* About this task *
The response must contain every record, repeated exactly.

______

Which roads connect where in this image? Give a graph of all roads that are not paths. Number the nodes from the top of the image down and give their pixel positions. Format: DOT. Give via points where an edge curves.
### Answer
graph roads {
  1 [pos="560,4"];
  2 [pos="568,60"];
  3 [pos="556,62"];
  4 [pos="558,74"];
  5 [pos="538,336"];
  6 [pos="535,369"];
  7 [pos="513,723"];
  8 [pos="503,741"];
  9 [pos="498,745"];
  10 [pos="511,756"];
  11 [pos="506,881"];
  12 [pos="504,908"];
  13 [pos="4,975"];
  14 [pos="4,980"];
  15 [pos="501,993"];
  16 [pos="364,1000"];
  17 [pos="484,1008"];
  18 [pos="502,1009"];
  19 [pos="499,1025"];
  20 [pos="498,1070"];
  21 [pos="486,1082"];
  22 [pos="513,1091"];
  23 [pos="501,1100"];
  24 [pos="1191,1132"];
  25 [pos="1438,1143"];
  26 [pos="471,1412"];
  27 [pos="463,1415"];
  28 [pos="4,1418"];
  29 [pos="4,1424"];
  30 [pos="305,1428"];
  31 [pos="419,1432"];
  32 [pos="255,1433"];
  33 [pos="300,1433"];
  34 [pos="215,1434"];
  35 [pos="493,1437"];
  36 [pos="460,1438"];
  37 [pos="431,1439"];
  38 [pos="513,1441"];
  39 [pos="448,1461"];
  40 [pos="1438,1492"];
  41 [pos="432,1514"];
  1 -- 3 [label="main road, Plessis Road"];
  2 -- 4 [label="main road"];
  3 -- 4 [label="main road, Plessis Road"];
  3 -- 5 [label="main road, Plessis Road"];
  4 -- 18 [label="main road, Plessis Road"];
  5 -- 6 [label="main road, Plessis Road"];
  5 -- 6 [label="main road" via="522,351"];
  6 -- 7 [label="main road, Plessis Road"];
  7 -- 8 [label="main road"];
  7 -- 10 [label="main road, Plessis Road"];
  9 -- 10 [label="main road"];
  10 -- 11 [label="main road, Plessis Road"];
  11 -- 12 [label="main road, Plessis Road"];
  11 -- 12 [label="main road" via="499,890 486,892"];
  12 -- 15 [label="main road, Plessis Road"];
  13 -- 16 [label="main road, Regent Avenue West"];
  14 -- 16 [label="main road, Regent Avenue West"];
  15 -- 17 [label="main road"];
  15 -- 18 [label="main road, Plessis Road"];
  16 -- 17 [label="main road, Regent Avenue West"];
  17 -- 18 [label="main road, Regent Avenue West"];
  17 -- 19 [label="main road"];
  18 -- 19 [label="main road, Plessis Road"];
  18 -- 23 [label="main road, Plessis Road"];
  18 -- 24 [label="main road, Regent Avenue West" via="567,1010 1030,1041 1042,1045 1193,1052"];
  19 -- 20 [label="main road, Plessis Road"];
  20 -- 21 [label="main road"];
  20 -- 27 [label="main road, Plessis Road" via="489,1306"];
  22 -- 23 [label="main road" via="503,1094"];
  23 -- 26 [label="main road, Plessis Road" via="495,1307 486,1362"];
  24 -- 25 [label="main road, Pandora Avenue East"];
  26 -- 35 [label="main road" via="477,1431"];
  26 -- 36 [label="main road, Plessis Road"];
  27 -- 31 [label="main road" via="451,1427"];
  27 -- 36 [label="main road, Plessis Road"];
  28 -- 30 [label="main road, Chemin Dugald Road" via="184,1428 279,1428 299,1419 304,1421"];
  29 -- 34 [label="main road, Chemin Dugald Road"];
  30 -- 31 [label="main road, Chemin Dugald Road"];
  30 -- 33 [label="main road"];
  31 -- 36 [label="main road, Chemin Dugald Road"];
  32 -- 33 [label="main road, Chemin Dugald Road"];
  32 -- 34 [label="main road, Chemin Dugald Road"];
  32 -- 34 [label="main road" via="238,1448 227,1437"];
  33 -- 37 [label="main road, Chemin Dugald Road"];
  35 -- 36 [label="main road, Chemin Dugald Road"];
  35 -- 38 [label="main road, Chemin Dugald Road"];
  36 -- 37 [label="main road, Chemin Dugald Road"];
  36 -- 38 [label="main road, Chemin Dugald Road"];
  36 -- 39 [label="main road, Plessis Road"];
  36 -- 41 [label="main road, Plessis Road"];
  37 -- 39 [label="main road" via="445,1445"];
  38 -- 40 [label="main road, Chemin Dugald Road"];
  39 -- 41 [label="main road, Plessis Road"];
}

______

* Answer below *
Which roads connect where in this image? Give a graph of all roads that are not paths. Number the nodes from the top of the image down and give their pixel positions. Format: DOT. Give via points where an edge curves.
### Answer
graph roads {
  1 [pos="560,4"];
  2 [pos="568,60"];
  3 [pos="556,62"];
  4 [pos="558,74"];
  5 [pos="538,336"];
  6 [pos="535,369"];
  7 [pos="513,723"];
  8 [pos="503,741"];
  9 [pos="498,745"];
  10 [pos="511,756"];
  11 [pos="506,881"];
  12 [pos="504,908"];
  13 [pos="4,975"];
  14 [pos="4,980"];
  15 [pos="501,993"];
  16 [pos="364,1000"];
  17 [pos="484,1008"];
  18 [pos="502,1009"];
  19 [pos="499,1025"];
  20 [pos="498,1070"];
  21 [pos="486,1082"];
  22 [pos="513,1091"];
  23 [pos="501,1100"];
  24 [pos="1191,1132"];
  25 [pos="1438,1143"];
  26 [pos="471,1412"];
  27 [pos="463,1415"];
  28 [pos="4,1418"];
  29 [pos="4,1424"];
  30 [pos="305,1428"];
  31 [pos="419,1432"];
  32 [pos="255,1433"];
  33 [pos="300,1433"];
  34 [pos="215,1434"];
  35 [pos="493,1437"];
  36 [pos="460,1438"];
  37 [pos="431,1439"];
  38 [pos="513,1441"];
  39 [pos="448,1461"];
  40 [pos="1438,1492"];
  41 [pos="432,1514"];
  1 -- 3 [label="main road, Plessis Road"];
  2 -- 4 [label="main road"];
  3 -- 4 [label="main road, Plessis Road"];
  3 -- 5 [label="main road, Plessis Road"];
  4 -- 18 [label="main road, Plessis Road"];
  5 -- 6 [label="main road, Plessis Road"];
  5 -- 6 [label="main road" via="522,351"];
  6 -- 7 [label="main road, Plessis Road"];
  7 -- 8 [label="main road"];
  7 -- 10 [label="main road, Plessis Road"];
  9 -- 10 [label="main road"];
  10 -- 11 [label="main road, Plessis Road"];
  11 -- 12 [label="main road, Plessis Road"];
  11 -- 12 [label="main road" via="499,890 486,892"];
  12 -- 15 [label="main road, Plessis Road"];
  13 -- 16 [label="main road, Regent Avenue West"];
  14 -- 16 [label="main road, Regent Avenue West"];
  15 -- 17 [label="main road"];
  15 -- 18 [label="main road, Plessis Road"];
  16 -- 17 [label="main road, Regent Avenue West"];
  17 -- 18 [label="main road, Regent Avenue West"];
  17 -- 19 [label="main road"];
  18 -- 19 [label="main road, Plessis Road"];
  18 -- 23 [label="main road, Plessis Road"];
  18 -- 24 [label="main road, Regent Avenue West" via="567,1010 1030,1041 1042,1045 1193,1052"];
  19 -- 20 [label="main road, Plessis Road"];
  20 -- 21 [label="main road"];
  20 -- 27 [label="main road, Plessis Road" via="489,1306"];
  22 -- 23 [label="main road" via="503,1094"];
  23 -- 26 [label="main road, Plessis Road" via="495,1307 486,1362"];
  24 -- 25 [label="main road, Pandora Avenue East"];
  26 -- 35 [label="main road" via="477,1431"];
  26 -- 36 [label="main road, Plessis Road"];
  27 -- 31 [label="main road" via="451,1427"];
  27 -- 36 [label="main road, Plessis Road"];
  28 -- 30 [label="main road, Chemin Dugald Road" via="184,1428 279,1428 299,1419 304,1421"];
  29 -- 34 [label="main road, Chemin Dugald Road"];
  30 -- 31 [label="main road, Chemin Dugald Road"];
  30 -- 33 [label="main road"];
  31 -- 36 [label="main road, Chemin Dugald Road"];
  32 -- 33 [label="main road, Chemin Dugald Road"];
  32 -- 34 [label="main road, Chemin Dugald Road"];
  32 -- 34 [label="main road" via="238,1448 227,1437"];
  33 -- 37 [label="main road, Chemin Dugald Road"];
  35 -- 36 [label="main road, Chemin Dugald Road"];
  35 -- 38 [label="main road, Chemin Dugald Road"];
  36 -- 37 [label="main road, Chemin Dugald Road"];
  36 -- 38 [label="main road, Chemin Dugald Road"];
  36 -- 39 [label="main road, Plessis Road"];
  36 -- 41 [label="main road, Plessis Road"];
  37 -- 39 [label="main road" via="445,1445"];
  38 -- 40 [label="main road, Chemin Dugald Road"];
  39 -- 41 [label="main road, Plessis Road"];
}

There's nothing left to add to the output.